Exercise brief - Every line below that has the string "BRIDGE" needs to be copied.

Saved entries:
┌──
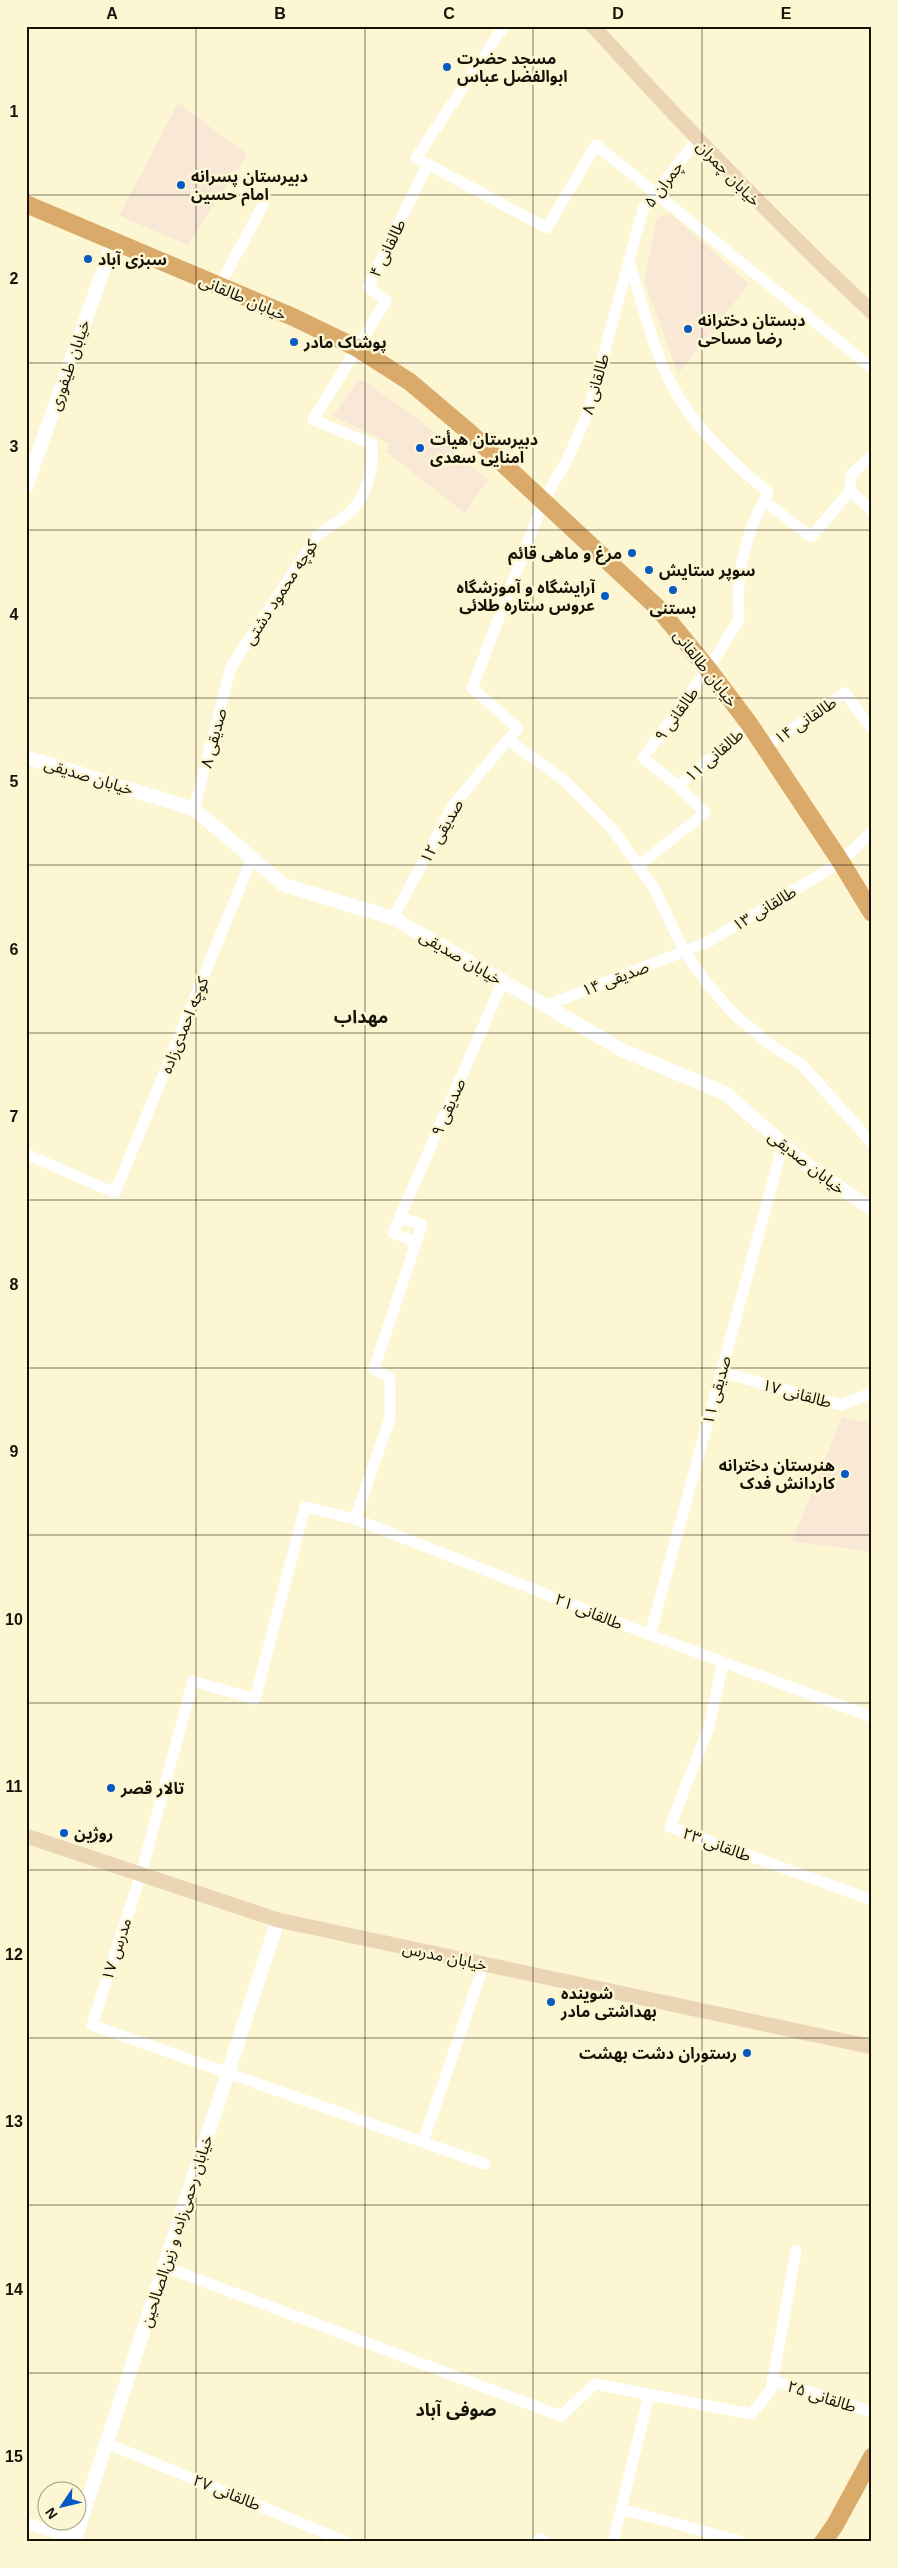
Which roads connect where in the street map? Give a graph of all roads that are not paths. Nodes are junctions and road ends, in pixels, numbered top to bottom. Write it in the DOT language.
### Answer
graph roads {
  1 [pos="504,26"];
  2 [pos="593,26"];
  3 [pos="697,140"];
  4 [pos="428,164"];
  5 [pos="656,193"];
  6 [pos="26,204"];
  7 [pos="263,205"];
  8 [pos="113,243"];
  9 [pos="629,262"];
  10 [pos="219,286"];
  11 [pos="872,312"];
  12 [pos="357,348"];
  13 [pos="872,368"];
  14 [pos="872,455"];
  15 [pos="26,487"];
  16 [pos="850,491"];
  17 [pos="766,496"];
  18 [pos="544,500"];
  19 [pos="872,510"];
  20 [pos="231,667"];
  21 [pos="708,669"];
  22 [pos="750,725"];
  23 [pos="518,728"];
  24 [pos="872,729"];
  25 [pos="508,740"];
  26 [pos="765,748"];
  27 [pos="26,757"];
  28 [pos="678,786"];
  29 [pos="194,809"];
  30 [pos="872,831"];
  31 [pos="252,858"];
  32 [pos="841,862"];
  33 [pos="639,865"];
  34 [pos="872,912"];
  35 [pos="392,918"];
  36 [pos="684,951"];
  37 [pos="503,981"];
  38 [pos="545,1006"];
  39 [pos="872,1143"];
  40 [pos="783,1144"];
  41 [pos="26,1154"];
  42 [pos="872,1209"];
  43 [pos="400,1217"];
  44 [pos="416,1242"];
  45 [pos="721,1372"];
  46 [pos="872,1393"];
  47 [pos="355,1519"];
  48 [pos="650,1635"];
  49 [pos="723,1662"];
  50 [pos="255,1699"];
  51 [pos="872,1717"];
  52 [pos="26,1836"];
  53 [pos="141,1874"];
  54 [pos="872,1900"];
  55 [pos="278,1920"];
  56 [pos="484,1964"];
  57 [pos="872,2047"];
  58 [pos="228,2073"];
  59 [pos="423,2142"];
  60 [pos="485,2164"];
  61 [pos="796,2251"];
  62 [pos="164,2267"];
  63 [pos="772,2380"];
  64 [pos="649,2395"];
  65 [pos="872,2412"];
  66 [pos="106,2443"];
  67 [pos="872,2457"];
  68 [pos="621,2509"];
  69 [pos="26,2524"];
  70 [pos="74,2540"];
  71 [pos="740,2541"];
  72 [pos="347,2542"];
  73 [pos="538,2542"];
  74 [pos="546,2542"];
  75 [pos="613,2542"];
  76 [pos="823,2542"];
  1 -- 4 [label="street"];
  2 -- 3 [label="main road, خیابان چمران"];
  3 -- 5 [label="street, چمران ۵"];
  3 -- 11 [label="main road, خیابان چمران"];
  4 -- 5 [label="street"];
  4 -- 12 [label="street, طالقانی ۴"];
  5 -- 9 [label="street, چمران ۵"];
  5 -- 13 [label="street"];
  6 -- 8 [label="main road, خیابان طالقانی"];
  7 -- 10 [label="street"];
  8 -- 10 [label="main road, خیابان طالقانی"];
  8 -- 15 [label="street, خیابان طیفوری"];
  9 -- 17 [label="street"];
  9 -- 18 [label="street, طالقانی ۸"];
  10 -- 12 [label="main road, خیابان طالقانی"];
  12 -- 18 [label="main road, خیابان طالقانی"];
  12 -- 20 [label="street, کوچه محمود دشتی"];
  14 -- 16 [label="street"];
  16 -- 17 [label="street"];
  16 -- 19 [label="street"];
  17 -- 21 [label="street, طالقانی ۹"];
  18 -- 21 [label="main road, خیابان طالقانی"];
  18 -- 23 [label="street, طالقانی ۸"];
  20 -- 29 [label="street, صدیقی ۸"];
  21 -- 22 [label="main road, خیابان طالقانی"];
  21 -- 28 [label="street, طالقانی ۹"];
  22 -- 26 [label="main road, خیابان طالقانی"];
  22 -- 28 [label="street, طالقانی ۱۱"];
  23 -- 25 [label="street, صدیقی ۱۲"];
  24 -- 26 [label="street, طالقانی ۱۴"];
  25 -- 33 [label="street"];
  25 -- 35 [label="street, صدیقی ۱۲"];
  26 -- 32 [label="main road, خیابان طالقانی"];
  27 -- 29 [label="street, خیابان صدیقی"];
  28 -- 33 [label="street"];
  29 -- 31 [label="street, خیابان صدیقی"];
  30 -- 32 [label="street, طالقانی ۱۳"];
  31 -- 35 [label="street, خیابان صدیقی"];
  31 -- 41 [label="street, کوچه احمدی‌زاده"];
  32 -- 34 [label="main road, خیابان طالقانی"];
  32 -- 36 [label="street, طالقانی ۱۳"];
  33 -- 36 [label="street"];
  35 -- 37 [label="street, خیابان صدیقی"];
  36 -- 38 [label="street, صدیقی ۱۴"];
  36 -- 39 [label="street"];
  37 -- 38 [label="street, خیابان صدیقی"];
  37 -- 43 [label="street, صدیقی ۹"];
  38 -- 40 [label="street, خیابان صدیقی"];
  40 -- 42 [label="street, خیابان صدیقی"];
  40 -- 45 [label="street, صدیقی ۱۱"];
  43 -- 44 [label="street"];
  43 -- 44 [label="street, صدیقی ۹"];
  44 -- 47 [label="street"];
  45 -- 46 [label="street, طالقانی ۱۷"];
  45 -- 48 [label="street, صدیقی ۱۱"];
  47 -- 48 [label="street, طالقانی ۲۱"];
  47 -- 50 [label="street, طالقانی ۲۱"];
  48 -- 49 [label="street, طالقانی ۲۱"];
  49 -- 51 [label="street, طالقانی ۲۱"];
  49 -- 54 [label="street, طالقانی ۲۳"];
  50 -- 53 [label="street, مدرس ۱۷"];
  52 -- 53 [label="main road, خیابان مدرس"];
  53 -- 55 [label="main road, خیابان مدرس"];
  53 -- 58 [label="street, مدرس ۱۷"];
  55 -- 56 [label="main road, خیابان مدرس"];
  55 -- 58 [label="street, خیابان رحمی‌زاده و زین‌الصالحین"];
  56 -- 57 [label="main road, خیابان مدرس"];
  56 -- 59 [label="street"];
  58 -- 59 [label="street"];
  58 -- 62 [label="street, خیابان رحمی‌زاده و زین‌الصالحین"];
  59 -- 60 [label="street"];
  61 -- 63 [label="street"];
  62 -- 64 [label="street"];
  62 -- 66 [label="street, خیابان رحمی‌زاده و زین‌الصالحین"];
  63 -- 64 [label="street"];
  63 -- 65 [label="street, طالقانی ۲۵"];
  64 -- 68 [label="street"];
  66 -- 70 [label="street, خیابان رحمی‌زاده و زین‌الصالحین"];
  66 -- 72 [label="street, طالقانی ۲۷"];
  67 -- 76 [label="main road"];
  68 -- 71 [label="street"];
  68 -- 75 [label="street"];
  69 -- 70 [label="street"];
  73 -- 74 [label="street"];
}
└──
┌──
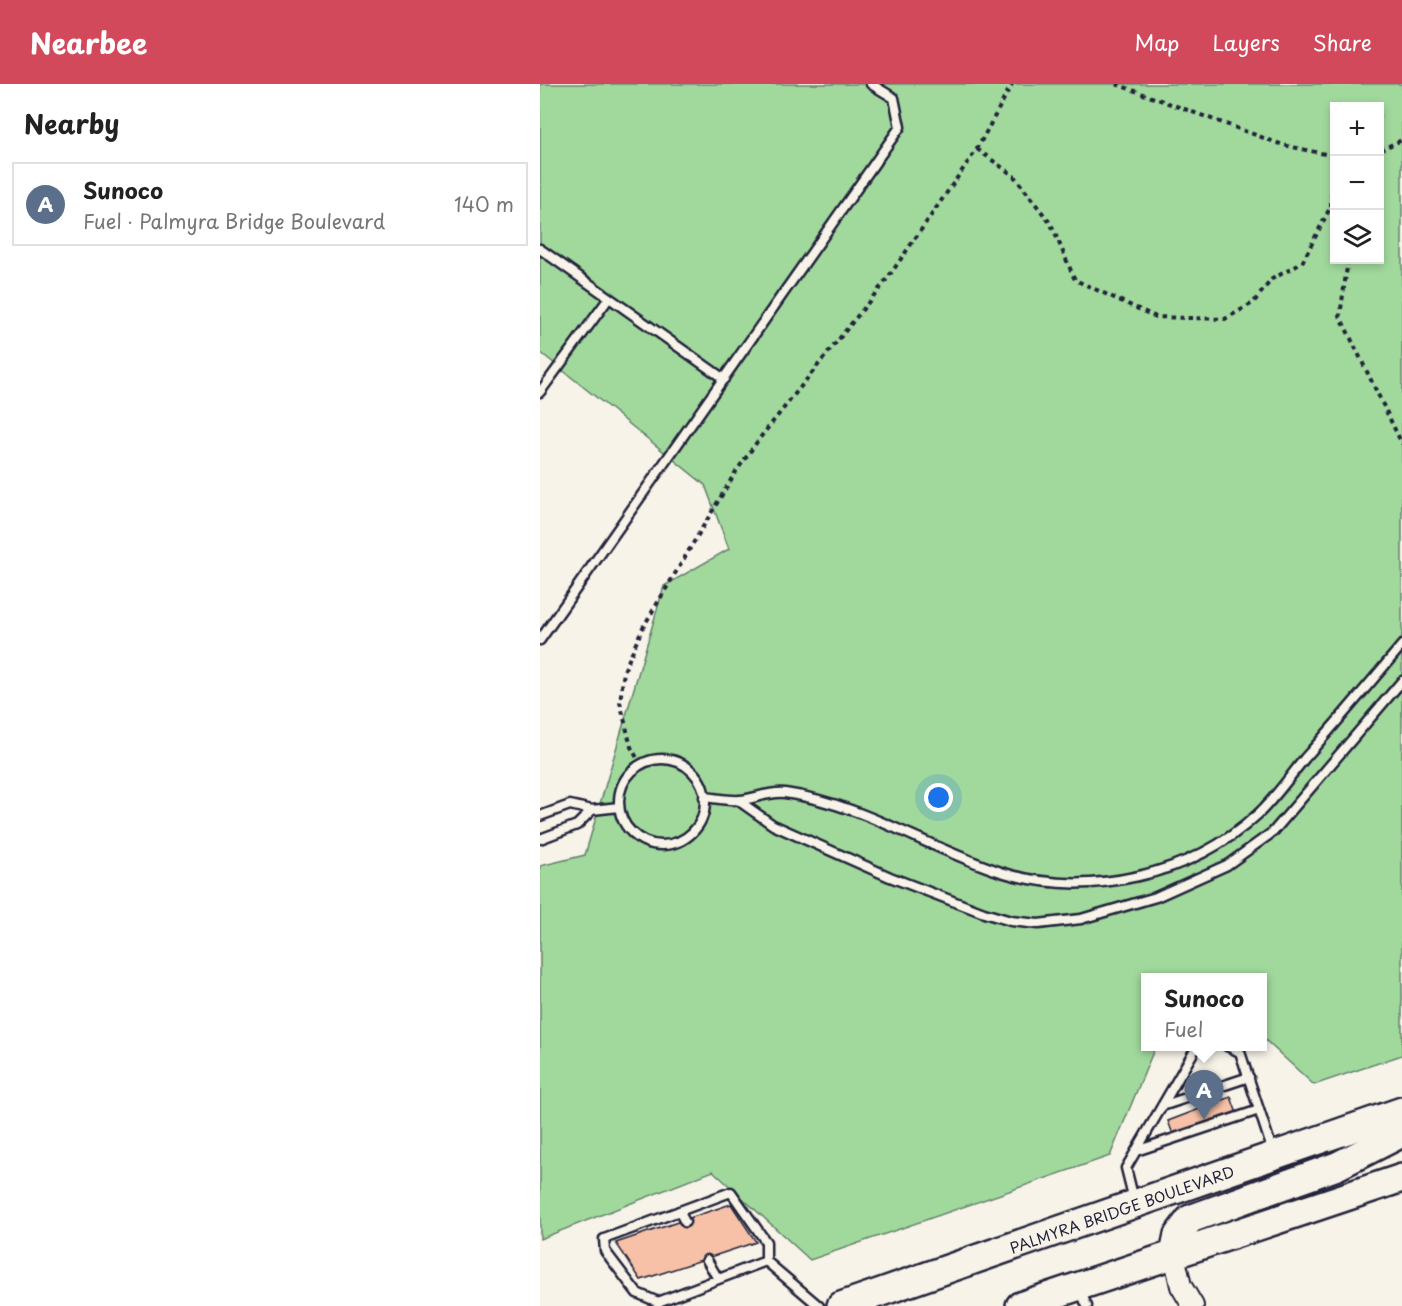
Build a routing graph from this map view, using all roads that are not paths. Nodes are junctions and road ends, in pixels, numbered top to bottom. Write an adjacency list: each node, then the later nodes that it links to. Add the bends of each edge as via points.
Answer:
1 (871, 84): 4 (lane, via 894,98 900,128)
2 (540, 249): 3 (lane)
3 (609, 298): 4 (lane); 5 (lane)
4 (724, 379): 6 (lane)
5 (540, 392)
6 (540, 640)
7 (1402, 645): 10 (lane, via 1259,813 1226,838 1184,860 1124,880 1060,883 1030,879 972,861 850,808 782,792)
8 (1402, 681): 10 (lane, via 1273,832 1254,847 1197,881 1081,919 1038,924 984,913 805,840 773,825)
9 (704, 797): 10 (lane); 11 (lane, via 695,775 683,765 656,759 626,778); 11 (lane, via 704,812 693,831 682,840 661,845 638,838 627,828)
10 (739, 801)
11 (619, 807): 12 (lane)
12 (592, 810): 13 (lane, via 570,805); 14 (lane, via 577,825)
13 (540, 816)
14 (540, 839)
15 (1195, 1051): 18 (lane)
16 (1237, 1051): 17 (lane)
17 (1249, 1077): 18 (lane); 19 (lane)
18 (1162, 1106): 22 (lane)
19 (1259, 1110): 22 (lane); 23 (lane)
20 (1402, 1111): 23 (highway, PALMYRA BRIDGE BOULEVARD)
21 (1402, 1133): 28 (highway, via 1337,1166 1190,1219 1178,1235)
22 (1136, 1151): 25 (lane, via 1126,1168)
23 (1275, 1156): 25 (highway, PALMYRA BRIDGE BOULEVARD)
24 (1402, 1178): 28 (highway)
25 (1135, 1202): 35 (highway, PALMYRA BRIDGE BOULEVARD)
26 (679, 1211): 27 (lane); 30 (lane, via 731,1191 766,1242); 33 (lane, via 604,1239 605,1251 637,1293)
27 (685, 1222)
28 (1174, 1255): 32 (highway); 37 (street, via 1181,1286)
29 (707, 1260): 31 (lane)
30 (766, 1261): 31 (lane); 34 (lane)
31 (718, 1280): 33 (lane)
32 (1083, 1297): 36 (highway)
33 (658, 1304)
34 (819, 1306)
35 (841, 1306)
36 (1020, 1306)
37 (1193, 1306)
└──
Output -
20 (1402, 1111): 23 (highway, PALMYRA BRIDGE BOULEVARD)
23 (1275, 1156): 25 (highway, PALMYRA BRIDGE BOULEVARD)
25 (1135, 1202): 35 (highway, PALMYRA BRIDGE BOULEVARD)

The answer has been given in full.